On Mon, Aug 30, 2021 at 2:04 PM Dave Hansen <dave.hansen@xxxxxxxxx> wrote:
>
> On 8/24/21 4:17 PM, Len Brown wrote:
> > Even if your AMX thread pool threads were to invoke this system call
> > as soon as possible...
> > What is to say that the thread pool is created only at a time when memory
> > is available?

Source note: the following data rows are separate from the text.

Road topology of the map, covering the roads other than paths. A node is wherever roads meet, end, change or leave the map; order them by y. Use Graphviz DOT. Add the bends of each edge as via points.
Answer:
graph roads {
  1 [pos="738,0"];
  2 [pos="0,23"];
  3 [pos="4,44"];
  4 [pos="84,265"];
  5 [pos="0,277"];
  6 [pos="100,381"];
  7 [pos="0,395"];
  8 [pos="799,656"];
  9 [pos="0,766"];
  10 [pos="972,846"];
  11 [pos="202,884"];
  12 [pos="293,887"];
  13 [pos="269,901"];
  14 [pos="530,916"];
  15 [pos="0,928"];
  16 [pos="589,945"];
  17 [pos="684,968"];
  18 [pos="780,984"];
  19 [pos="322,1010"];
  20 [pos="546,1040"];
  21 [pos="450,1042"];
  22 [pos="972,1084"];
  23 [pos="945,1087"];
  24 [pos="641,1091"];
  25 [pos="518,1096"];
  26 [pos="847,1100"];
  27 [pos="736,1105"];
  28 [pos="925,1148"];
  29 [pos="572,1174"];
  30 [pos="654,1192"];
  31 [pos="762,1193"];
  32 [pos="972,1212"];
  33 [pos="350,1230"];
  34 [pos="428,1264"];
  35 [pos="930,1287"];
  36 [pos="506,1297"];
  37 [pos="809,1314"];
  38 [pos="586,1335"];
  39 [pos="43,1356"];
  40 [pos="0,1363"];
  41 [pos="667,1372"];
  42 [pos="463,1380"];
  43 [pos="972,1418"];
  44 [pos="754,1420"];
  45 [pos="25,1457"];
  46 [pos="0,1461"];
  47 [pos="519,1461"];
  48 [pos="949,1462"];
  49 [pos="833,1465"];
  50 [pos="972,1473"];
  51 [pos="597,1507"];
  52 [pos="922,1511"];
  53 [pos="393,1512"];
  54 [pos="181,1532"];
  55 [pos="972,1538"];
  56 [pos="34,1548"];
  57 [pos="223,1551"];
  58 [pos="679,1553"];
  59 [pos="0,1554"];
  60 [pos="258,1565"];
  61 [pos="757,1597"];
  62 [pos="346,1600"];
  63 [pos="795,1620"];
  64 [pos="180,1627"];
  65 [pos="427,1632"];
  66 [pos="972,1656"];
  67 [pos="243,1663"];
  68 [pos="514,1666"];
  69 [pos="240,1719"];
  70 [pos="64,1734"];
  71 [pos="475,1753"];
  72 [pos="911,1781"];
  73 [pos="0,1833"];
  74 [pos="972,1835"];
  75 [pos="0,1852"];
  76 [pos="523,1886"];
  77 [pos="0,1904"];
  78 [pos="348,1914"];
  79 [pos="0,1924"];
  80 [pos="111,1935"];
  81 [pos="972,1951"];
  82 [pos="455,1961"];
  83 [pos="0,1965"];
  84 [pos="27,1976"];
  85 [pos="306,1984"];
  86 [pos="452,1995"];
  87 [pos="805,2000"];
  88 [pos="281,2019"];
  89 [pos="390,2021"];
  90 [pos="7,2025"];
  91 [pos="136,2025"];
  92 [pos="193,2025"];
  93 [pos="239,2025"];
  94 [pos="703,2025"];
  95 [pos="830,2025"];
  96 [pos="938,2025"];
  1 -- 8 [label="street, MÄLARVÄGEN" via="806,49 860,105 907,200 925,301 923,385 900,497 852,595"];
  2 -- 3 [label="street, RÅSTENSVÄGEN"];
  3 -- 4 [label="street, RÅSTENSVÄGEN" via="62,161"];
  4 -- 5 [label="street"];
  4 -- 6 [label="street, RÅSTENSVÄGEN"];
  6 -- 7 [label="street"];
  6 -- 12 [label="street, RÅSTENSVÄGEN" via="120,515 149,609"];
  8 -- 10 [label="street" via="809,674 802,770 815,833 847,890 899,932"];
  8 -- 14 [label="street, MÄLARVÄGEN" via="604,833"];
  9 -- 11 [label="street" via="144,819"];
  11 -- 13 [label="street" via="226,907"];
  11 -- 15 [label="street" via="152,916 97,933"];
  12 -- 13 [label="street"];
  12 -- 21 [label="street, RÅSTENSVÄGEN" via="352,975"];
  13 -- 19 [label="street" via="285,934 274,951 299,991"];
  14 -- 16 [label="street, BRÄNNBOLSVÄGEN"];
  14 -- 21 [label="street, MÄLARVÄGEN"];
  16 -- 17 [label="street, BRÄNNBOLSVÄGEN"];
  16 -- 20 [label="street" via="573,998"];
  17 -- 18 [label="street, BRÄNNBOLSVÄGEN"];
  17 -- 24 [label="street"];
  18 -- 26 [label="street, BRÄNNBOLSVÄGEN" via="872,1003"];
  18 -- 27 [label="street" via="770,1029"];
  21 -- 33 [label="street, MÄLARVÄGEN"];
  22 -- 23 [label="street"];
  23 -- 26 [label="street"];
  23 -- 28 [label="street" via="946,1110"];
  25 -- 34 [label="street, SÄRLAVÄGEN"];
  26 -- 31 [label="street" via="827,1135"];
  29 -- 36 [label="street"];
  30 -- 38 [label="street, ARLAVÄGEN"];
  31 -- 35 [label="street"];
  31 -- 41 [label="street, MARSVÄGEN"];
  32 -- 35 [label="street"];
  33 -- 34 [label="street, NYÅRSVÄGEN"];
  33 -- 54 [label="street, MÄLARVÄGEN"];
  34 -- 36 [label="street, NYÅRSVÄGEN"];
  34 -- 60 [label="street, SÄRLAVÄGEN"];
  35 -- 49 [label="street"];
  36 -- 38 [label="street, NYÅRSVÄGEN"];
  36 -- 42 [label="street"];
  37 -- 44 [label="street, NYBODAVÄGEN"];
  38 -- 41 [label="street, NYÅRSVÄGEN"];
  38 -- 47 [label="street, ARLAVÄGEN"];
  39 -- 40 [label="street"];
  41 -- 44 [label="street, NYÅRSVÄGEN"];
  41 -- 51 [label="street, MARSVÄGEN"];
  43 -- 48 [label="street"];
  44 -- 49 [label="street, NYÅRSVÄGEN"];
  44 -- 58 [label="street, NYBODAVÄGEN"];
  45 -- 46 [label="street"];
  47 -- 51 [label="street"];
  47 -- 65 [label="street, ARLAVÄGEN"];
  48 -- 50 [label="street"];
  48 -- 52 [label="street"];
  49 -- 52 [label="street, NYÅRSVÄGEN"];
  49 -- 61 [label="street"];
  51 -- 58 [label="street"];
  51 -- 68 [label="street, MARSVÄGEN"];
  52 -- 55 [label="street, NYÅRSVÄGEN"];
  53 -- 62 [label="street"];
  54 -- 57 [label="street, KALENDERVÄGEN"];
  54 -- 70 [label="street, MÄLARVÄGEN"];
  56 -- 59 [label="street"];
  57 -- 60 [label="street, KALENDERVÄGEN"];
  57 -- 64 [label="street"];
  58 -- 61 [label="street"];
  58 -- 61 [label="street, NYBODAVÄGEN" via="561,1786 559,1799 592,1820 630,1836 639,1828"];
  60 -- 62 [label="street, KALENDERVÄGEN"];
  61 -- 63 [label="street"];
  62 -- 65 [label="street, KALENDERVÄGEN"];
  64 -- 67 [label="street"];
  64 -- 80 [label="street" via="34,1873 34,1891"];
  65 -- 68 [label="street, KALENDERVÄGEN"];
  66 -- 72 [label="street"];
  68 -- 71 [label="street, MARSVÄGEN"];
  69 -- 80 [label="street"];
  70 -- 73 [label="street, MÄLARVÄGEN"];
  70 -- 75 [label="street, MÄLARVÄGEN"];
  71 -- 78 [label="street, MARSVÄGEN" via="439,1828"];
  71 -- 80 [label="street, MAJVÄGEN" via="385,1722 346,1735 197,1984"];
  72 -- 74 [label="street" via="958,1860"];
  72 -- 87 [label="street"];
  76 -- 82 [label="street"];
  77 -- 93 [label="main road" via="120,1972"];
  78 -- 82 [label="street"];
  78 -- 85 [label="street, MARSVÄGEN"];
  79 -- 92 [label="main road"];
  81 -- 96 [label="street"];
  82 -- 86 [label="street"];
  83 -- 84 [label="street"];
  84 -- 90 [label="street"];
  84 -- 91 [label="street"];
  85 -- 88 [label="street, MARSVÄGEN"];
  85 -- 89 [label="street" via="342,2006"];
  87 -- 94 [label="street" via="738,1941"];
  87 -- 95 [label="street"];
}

A thread could be created 24 hours into program execution
> > under OOM conditions and this system call will return ENOMEM, and your program
> > will in all likelihood throw up its arms and exit at the exact same place
> > it would exit for transparently allocated buffers.
>
> I tried this exact line of reasoning with Thomas: it doesn't matter
> where we run out of memory, we still need the same memory and we're
> screwed either way.
>
> However, Thomas expressed a clear preference for ABIs which return
> memory failures explicitly at syscalls versus implicit failures which
> can happen on random instructions.
>
> One might say that the odds of checking for and handling a NULL value
> (or ENOMEM) are the same as installing a signal handler. *But*, it's
> infinitely easier to unroll state and recover from a NULL than it is to
> handle it from within a signal handler. In other words, the explicit
> ones *encourage* better programming.

I agree.
Indeed, I believe that there is universal agreement that a synchronous
return code
from a system call is a far superior programming model than decoding
the location of a failure in a system call. (no, the IP isn't random -- it is
always the 1st instruction in that thread to touch a TMM register).

> I'd prefer removing the demand-driven allocation at this point.

Adding a pre-allocate system call that can gracefully fail
(even though it never will) is independent from removing
demand-driver allocation. I would leave this to application
developers. Honestly, the kernel shouldn't care.